Lilian Laubenthal1, Michael Hölker1, Karl-Heinz Südekum1, Helga Sauerwein1, Susanne Häussler*1, 1University of Bonn, Institute of Animal Science, Bonn, Germany.

During the transition period most high-yielding dairy cows suffer from negative energy balance due to decreased energy intake and increased energy demands required for milk synthesis. Mitochondria are the main sites of energy metabolism in mammalian cells and their number varies depending on age, sex, organ, and physiological or pathological conditions. Mitochondria exhibit their own genome, the mitochondrial DNA (mtDNA), and its copy numbers reflect the abundance of mitochondria within a cell. In the course of lactation, environmental, physiological, and energetic conditions alter. We hypothesized that these changes may influence the number of mtDNA/cell in dairy cows and thus investigated the number of mtDNA copies in blood during early and late lactation. German Holstein cows (n = 21; BCS: 3.0 ± 0.1) were fed according to their requirements. Estimated total energy requirements were calculated by adding the requirements for maintenance and milk production. Blood samples from the jugular vein were collected 3 and 35 wk postpartum. Genomic DNA was extracted from whole blood using a commercially available kit. Based on the amplification of the 12S rRNA (mtDNA target gene) and the β-globin (reference gene) to normalize the DNA content in each sample, mtDNA copy number was assessed by a multiplex qPCR. Data (mean ± SEM) were analyzed by the pairwise Student’s t-test (SPSS 22). In early lactation the number of mtDNA (87.4 ± 15.5 copies/cell) was about twice as much as in late lactation (46.0 ± 3.7; P = 0.008).
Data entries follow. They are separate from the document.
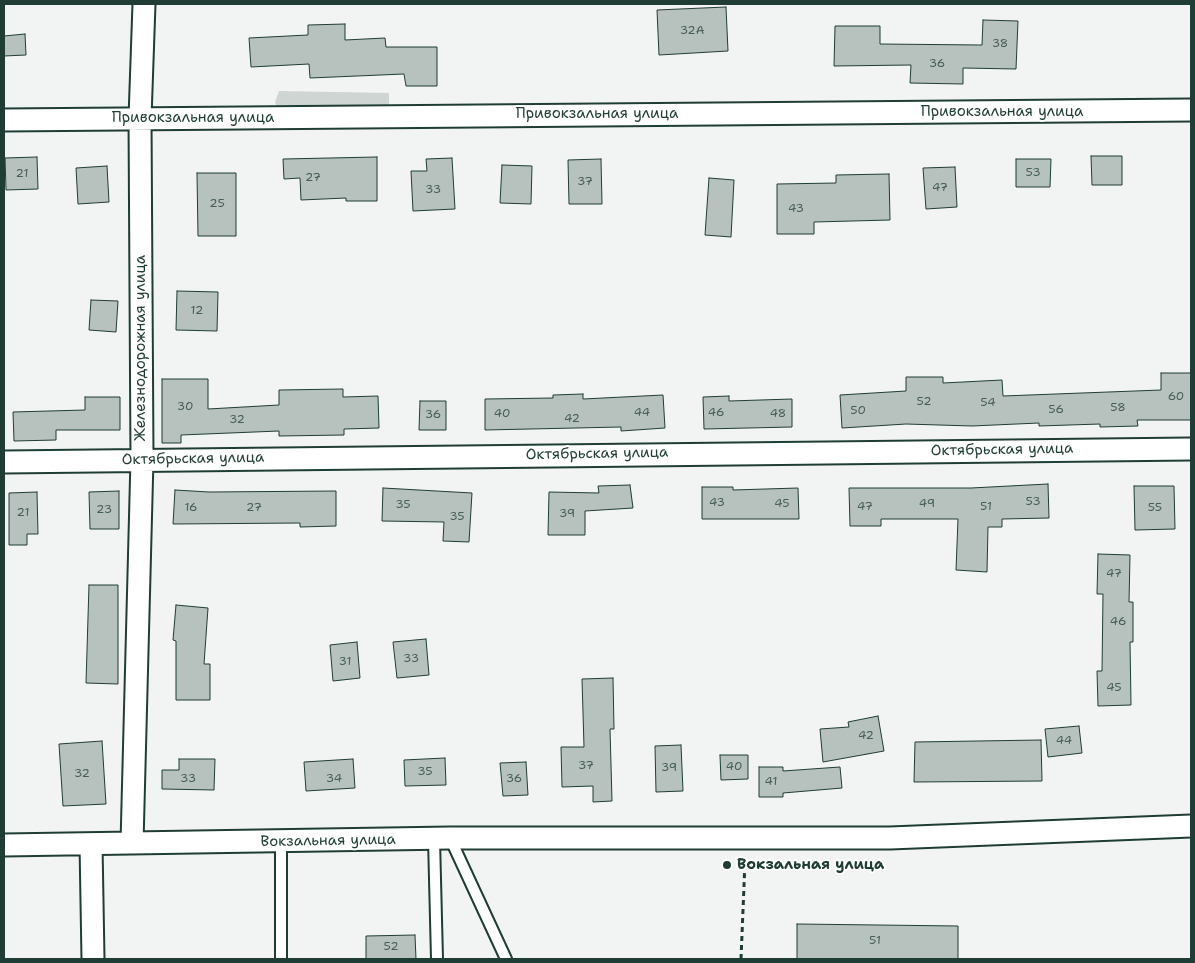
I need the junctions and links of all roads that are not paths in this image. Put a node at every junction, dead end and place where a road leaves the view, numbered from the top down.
1 (144, 4) edge
2 (1191, 110) edge
3 (140, 118) junction
4 (4, 120) edge
5 (1191, 449) edge
6 (142, 459) junction
7 (4, 462) edge
8 (1191, 826) edge
9 (442, 838) junction
10 (281, 841) junction
11 (132, 843) junction
12 (91, 844) junction
13 (4, 845) edge
14 (94, 959) edge
15 (281, 959) edge
16 (437, 959) edge
17 (506, 959) edge

1 - 3 street, Железнодорожная улица
2 - 3 street, Привокзальная улица
3 - 4 street, Привокзальная улица
3 - 6 street, Железнодорожная улица
5 - 6 street, Октябрьская улица
6 - 7 street, Октябрьская улица
6 - 11 street, Железнодорожная улица
8 - 9 street, Вокзальная улица
9 - 10 street, Вокзальная улица
9 - 16 lane
9 - 17 lane
10 - 11 street, Вокзальная улица
10 - 15 lane
11 - 12 street, Вокзальная улица
12 - 13 street, Вокзальная улица
12 - 14 street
In early lactation energy demands are increased compared with late lactation, as indicated by the estimated total energy requirements for wk 3 (132 ± 8.26 MJ NEL) and wk 35 (103 ± 5.77 MJ NEL). The greater energy demands in early lactation were accompanied by elevated mtDNA copy numbers in peripheral blood when compared with late lactation. The observed changes meet the expectation that the metabolic load during early lactation requires more mitochondria. Peripheral blood thus forms a suitable matrix to assess the cellular content of mitochondria and the cellular energetic status of dairy cows when tissues are not accessible.